Fastest system I ever used what dropped down to 4.77MHz was a 33MHz 386..

-- 
:wq



Re: [gentoo-user] Re: Floppy support question for old farts. lol

2012-01-29 Thread David Relson

 My earliest new and shiny then would be a honkin' big desktop
 horizontal all-steel box, with a Turbo switch that toggles a
 front-panel (7-segment LED)  display between 4.77 and 8.00
 
 And of floppies that really *are* floppy (5.25)...
 
 And of copy-protected diskettes and CopyIIpc and CopyWrite...
 
 As you can see, I have a severely traumatic childhood...
 
 Rgds,

You mean those small floppies?  Remember the big 8 inchers?
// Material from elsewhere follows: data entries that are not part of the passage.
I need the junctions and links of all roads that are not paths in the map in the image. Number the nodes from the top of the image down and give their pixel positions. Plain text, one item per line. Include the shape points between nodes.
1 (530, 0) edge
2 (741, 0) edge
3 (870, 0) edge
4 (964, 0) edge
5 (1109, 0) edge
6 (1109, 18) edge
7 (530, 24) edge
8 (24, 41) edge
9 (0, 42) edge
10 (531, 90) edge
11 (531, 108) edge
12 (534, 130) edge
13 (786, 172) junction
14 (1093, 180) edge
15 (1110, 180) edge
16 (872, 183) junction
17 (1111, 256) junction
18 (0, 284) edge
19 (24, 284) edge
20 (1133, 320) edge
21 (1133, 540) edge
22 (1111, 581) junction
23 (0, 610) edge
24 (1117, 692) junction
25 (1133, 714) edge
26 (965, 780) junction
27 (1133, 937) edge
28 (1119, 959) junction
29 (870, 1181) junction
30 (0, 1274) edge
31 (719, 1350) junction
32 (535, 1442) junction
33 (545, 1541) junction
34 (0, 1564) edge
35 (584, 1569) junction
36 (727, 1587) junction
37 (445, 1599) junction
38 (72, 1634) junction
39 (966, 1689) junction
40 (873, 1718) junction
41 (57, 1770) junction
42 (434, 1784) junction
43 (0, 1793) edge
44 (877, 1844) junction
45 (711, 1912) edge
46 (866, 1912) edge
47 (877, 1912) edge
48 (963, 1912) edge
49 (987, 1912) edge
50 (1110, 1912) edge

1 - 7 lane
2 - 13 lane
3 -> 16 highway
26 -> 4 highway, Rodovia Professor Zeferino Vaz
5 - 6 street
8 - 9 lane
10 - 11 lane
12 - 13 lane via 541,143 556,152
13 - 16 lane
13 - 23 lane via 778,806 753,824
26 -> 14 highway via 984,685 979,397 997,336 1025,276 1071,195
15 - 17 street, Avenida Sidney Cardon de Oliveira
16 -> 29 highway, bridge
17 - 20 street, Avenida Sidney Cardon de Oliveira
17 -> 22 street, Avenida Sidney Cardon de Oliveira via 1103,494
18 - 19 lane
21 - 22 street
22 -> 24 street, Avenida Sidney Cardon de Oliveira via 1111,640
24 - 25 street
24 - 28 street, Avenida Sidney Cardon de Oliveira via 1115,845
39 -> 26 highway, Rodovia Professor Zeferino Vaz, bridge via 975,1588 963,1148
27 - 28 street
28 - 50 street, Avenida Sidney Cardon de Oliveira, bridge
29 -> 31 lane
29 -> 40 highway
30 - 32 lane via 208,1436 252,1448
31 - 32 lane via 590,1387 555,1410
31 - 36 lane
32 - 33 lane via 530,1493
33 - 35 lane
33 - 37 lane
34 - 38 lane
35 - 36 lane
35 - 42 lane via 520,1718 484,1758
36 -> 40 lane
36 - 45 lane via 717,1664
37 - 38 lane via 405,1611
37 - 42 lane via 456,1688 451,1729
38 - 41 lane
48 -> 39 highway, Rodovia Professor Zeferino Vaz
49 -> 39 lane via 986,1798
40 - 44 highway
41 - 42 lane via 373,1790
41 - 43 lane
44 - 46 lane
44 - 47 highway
In the early days, putting a computer together took more than a screw
driver.  Remember soldering irons and PC board kits with discrete
components?  I do believe I still have an S-100 bus machine in my attic.

Regards,

David



Re: [gentoo-user] Re: Floppy support question for old farts. lol

2012-01-29 Thread Frank Steinmetzger
On Mon, Jan 30, 2012 at 08:29:47AM +0700, Pandu Poluan wrote:

Michael, I think you must be older than you look :p
  
   28. […]

Same here.

 My earliest new and shiny then would be a honkin' big desktop horizontal
 all-steel box, with a Turbo switch that toggles a front-panel (7-segment
 LED)  display between 4.77 and 8.00
 
 And of floppies that really *are* floppy (5.25)...

I still punched holes in 5.25 disks to make them two-sided in a 1541.
-- 
Gruß | Greetings | Qapla'
I forbid any use of my email addresses with Facebook services.

Today’s stress is the good old times of the day after tomorrow.